_Assigned task:_
Among the lines below, how many have the string "Dalmaschio" in them? Only the number is wanted.

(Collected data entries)
###

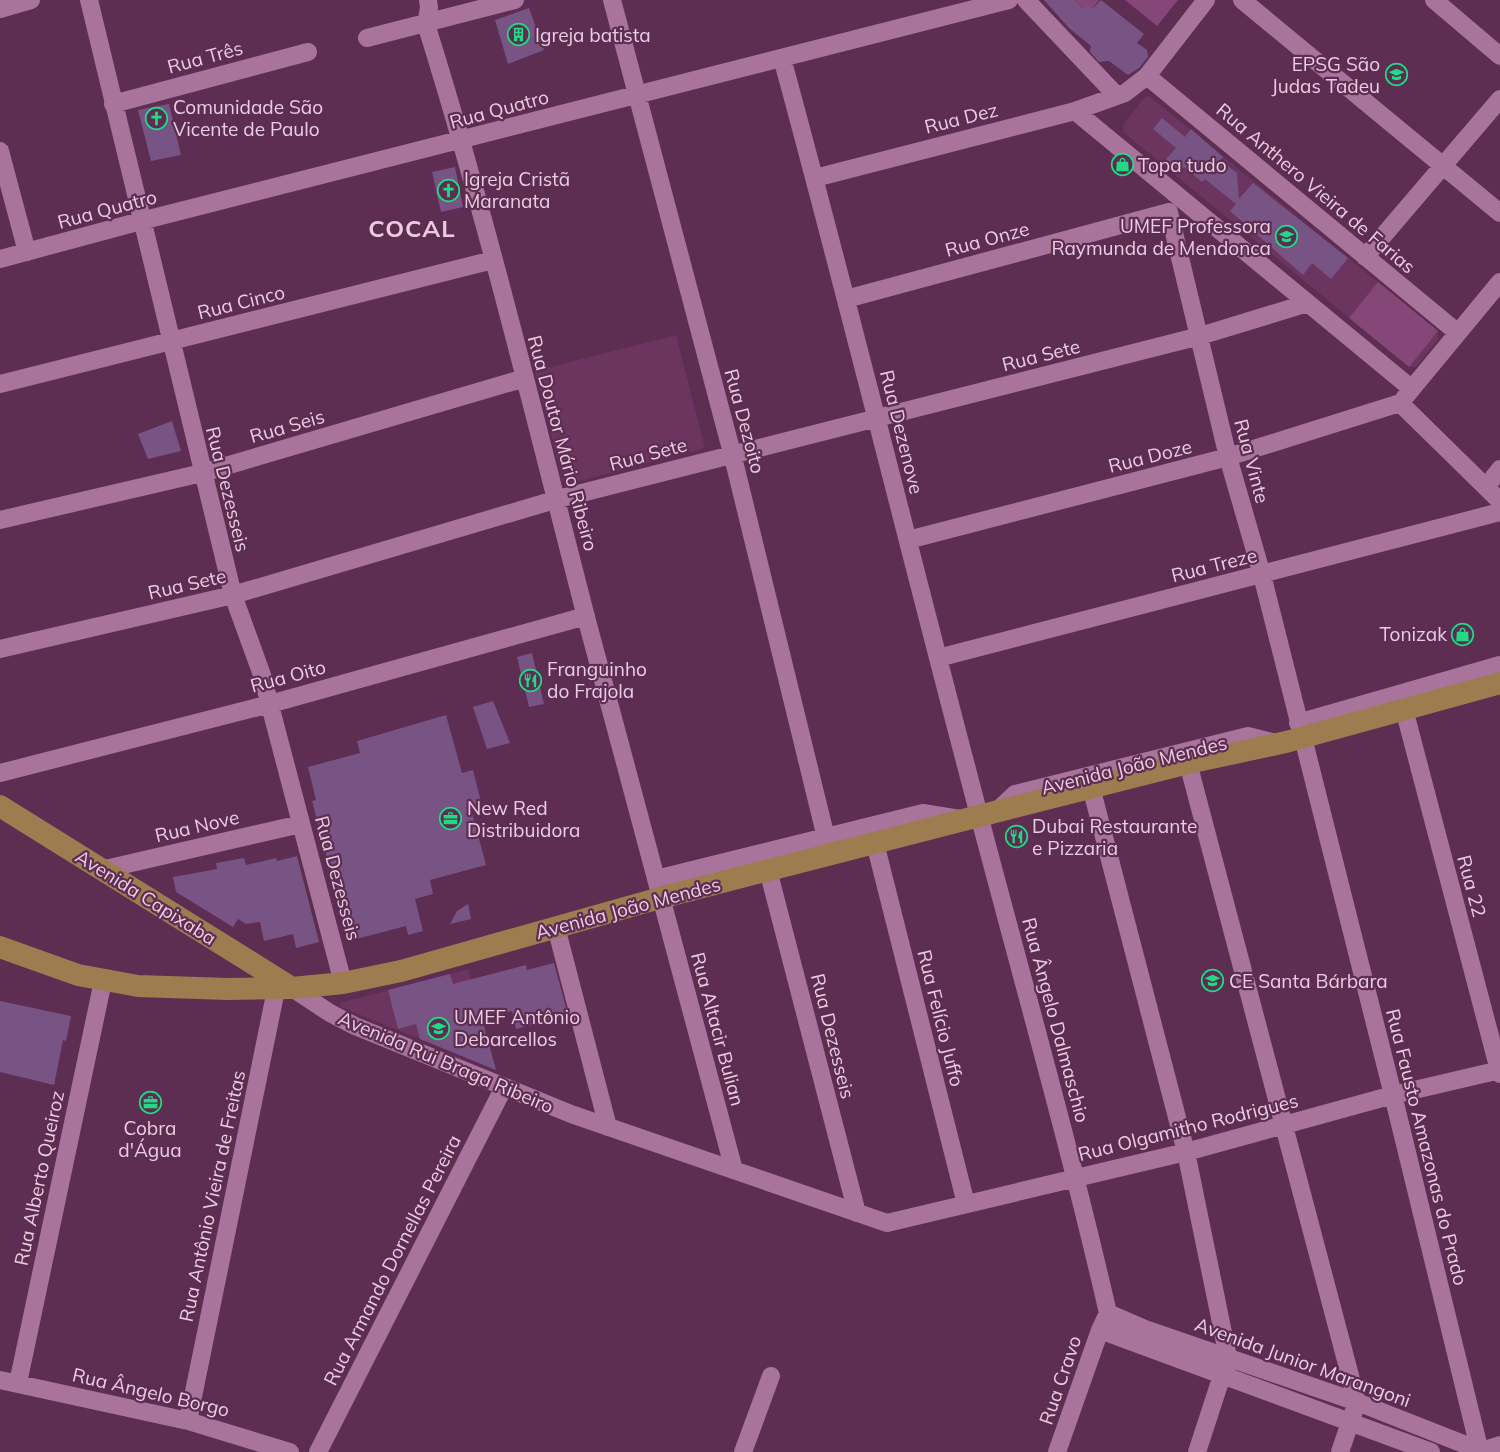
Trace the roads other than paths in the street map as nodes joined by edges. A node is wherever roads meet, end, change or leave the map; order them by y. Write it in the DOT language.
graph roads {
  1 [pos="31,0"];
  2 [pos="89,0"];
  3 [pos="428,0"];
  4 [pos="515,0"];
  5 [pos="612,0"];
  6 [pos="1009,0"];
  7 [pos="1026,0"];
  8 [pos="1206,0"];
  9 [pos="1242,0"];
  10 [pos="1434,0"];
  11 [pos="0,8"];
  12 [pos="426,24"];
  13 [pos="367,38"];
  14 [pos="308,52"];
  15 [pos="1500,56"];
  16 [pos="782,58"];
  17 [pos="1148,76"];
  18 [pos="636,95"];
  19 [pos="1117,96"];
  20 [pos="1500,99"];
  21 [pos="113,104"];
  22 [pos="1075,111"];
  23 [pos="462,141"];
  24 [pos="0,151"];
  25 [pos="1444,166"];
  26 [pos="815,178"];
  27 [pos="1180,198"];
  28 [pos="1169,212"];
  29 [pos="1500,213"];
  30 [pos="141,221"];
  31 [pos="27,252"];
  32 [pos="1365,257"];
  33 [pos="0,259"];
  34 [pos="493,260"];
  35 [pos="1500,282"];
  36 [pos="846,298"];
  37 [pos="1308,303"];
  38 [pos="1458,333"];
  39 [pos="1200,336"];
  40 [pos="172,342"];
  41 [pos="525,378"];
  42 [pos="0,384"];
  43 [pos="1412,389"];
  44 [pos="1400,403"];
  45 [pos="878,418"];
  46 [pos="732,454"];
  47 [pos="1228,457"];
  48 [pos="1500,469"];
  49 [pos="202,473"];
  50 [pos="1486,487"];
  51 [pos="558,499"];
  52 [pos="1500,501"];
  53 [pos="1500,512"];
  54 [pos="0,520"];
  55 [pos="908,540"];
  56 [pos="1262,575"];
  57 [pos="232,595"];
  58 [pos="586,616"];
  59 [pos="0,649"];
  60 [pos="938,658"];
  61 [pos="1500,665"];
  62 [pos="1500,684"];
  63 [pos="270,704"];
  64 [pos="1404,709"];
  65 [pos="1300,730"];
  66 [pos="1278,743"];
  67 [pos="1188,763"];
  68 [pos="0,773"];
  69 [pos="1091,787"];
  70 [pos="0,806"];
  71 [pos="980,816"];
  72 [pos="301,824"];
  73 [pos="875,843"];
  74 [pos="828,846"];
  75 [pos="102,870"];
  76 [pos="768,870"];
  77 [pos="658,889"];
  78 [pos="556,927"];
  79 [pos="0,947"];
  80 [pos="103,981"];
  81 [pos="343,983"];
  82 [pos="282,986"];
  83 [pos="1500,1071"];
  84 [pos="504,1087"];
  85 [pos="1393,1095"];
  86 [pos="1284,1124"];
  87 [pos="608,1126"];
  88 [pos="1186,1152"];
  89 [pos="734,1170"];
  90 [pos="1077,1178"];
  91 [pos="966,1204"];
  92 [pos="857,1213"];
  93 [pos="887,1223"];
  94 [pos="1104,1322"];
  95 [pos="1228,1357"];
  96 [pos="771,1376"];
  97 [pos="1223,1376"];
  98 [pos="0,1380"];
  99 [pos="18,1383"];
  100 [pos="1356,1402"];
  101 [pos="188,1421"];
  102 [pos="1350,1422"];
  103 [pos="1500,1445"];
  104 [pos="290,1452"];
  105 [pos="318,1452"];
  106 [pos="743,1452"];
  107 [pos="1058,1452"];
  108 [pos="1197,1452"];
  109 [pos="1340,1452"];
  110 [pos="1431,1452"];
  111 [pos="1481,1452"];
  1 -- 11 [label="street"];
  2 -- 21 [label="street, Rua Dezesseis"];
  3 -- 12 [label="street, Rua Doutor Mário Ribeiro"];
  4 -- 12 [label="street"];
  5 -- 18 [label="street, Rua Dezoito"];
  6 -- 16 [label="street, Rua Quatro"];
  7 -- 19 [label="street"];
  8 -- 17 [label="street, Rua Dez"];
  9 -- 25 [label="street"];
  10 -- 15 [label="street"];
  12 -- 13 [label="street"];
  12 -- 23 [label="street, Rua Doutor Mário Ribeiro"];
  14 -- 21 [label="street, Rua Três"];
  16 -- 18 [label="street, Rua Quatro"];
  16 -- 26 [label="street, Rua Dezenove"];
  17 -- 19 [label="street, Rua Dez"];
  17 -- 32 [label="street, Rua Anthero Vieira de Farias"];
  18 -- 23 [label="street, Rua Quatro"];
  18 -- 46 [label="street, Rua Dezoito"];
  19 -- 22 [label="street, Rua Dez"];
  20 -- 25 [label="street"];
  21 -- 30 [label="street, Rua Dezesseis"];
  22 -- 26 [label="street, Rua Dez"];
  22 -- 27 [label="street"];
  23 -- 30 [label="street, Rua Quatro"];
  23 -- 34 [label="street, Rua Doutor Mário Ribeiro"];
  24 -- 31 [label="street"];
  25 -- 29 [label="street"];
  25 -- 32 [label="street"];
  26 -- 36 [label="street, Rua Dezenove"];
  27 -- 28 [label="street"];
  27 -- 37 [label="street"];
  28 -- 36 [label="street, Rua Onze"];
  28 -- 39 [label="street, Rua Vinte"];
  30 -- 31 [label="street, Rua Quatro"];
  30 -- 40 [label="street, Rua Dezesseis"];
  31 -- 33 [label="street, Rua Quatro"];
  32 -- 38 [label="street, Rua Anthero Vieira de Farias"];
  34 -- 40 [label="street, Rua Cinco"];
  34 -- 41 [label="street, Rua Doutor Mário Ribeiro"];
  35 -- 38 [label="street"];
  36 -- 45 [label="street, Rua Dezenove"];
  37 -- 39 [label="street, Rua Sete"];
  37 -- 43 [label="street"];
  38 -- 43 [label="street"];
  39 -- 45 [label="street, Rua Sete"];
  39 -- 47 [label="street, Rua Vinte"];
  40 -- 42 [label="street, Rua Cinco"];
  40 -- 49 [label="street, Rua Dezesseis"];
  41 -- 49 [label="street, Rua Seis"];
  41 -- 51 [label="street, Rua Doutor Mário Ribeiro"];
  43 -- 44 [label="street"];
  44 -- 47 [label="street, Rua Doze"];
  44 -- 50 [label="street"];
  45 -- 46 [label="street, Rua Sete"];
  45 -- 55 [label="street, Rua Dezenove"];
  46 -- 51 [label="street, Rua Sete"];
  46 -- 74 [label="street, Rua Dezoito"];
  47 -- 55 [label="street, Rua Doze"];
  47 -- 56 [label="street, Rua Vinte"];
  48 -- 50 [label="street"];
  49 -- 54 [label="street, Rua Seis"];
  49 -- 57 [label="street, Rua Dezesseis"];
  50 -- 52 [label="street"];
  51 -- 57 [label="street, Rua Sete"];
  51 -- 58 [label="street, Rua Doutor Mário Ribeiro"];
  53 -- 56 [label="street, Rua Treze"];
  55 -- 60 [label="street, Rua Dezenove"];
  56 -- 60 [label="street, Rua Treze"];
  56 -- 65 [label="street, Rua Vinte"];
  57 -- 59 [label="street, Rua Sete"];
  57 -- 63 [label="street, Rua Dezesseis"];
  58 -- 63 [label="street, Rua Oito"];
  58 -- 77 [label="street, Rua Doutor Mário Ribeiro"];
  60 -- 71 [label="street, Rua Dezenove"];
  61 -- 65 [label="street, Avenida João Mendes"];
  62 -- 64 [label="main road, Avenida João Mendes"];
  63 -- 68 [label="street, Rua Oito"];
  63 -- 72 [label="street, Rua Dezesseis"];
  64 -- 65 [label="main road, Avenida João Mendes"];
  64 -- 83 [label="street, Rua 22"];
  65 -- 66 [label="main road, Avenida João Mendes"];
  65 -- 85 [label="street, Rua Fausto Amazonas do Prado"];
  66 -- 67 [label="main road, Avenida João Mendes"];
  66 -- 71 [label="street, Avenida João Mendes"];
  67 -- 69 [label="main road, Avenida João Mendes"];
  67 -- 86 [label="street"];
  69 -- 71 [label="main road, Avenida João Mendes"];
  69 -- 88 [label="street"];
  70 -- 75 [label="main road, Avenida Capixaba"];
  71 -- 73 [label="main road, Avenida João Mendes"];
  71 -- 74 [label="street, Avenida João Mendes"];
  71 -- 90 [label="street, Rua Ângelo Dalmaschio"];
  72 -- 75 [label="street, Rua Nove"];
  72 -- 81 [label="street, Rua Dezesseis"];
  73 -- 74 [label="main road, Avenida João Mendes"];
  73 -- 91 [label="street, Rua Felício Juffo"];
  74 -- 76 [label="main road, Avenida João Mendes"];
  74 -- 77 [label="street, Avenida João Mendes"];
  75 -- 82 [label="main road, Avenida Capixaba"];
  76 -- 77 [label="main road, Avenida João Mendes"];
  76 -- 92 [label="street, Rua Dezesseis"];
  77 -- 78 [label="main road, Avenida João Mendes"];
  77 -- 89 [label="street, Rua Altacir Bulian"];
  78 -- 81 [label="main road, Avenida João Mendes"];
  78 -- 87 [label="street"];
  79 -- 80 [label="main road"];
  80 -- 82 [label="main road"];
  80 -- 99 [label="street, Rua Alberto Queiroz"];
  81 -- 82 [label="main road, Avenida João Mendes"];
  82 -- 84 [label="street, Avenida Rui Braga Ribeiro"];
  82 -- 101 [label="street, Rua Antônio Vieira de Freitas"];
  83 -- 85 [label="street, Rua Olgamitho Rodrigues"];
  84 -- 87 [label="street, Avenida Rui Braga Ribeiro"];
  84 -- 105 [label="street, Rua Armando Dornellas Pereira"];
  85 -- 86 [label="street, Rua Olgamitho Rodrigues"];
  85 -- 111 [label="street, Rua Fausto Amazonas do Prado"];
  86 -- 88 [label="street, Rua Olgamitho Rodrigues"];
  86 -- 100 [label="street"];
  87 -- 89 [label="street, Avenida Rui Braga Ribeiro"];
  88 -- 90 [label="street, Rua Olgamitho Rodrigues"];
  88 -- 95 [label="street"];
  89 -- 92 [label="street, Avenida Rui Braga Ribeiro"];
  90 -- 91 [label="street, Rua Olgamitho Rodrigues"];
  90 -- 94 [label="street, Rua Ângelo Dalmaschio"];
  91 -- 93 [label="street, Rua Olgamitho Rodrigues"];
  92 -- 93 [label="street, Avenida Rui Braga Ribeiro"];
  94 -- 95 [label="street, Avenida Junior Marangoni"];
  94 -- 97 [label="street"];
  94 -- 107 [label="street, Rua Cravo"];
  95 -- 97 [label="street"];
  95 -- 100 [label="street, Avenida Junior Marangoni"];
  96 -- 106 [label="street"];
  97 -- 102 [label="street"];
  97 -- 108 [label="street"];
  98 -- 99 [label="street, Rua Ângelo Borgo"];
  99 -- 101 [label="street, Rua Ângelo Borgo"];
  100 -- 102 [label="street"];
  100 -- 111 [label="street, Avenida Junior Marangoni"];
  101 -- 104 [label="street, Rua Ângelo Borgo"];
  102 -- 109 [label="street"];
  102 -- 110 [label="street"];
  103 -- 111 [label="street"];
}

###

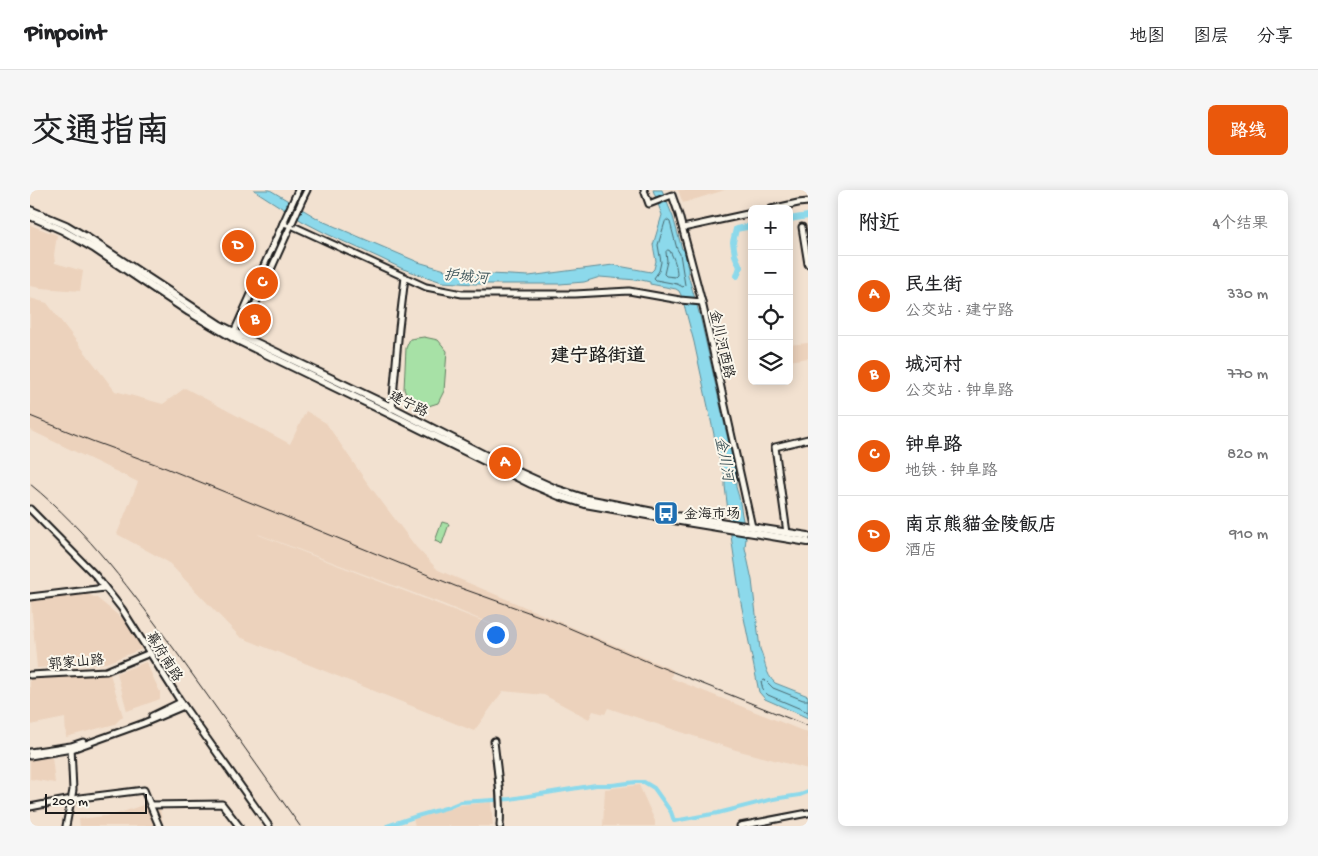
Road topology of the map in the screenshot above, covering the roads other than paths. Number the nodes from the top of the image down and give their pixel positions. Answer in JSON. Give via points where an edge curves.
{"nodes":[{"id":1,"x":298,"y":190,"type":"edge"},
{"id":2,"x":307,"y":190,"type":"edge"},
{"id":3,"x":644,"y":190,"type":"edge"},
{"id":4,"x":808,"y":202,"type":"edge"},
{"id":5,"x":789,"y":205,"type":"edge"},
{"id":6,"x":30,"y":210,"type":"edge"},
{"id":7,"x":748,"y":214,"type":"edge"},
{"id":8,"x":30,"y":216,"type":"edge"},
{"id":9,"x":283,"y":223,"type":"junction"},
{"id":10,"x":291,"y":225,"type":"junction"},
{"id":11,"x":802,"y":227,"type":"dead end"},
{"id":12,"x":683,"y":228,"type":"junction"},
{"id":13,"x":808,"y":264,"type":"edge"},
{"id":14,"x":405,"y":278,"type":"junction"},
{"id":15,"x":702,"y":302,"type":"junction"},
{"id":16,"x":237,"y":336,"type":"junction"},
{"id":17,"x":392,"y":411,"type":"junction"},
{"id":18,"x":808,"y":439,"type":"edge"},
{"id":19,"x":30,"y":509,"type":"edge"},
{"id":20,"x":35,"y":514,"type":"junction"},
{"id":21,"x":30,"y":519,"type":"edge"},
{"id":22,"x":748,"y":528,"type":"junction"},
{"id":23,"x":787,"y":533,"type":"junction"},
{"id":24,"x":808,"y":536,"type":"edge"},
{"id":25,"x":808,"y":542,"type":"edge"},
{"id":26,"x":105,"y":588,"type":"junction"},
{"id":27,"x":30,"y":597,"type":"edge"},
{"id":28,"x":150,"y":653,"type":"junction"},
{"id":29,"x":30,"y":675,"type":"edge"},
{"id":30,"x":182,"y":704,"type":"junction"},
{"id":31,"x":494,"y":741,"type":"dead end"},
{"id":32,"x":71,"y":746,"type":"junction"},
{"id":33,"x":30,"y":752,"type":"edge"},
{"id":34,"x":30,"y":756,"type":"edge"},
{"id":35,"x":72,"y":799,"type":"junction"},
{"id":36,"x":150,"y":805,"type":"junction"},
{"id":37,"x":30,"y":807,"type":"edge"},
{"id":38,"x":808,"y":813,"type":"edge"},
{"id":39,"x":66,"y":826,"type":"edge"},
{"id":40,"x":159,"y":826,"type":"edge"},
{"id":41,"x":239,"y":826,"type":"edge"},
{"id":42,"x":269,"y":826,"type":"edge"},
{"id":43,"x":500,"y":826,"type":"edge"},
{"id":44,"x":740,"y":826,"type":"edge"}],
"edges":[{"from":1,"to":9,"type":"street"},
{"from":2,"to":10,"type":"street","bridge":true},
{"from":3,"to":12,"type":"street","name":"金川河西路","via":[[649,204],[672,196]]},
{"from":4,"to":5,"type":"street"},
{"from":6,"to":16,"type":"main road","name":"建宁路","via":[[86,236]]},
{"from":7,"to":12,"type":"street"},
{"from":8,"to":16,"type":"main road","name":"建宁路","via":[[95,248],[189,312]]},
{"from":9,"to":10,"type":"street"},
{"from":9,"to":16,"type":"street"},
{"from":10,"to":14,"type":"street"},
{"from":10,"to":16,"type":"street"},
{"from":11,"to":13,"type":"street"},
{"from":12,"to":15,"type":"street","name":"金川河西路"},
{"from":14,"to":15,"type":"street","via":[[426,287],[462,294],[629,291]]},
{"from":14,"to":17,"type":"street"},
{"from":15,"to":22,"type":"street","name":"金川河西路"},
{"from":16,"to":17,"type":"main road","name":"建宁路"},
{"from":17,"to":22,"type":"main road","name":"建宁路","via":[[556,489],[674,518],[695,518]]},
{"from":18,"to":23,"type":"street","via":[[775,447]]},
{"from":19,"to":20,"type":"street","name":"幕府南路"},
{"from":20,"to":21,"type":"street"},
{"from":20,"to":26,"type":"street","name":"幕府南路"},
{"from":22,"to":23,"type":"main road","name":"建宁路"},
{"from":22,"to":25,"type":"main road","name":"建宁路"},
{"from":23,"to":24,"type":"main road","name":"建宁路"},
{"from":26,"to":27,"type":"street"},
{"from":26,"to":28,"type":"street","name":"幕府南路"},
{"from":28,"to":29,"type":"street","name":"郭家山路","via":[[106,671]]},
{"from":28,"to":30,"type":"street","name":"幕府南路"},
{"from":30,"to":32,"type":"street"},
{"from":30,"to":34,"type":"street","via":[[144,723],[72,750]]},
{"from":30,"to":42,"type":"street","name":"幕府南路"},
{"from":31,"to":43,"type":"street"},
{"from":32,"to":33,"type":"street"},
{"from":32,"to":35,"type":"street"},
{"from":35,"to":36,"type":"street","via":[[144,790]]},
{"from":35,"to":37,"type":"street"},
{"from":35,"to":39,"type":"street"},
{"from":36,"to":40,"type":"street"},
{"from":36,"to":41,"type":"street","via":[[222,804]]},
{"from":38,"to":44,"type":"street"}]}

###

_Finished exercise:_
2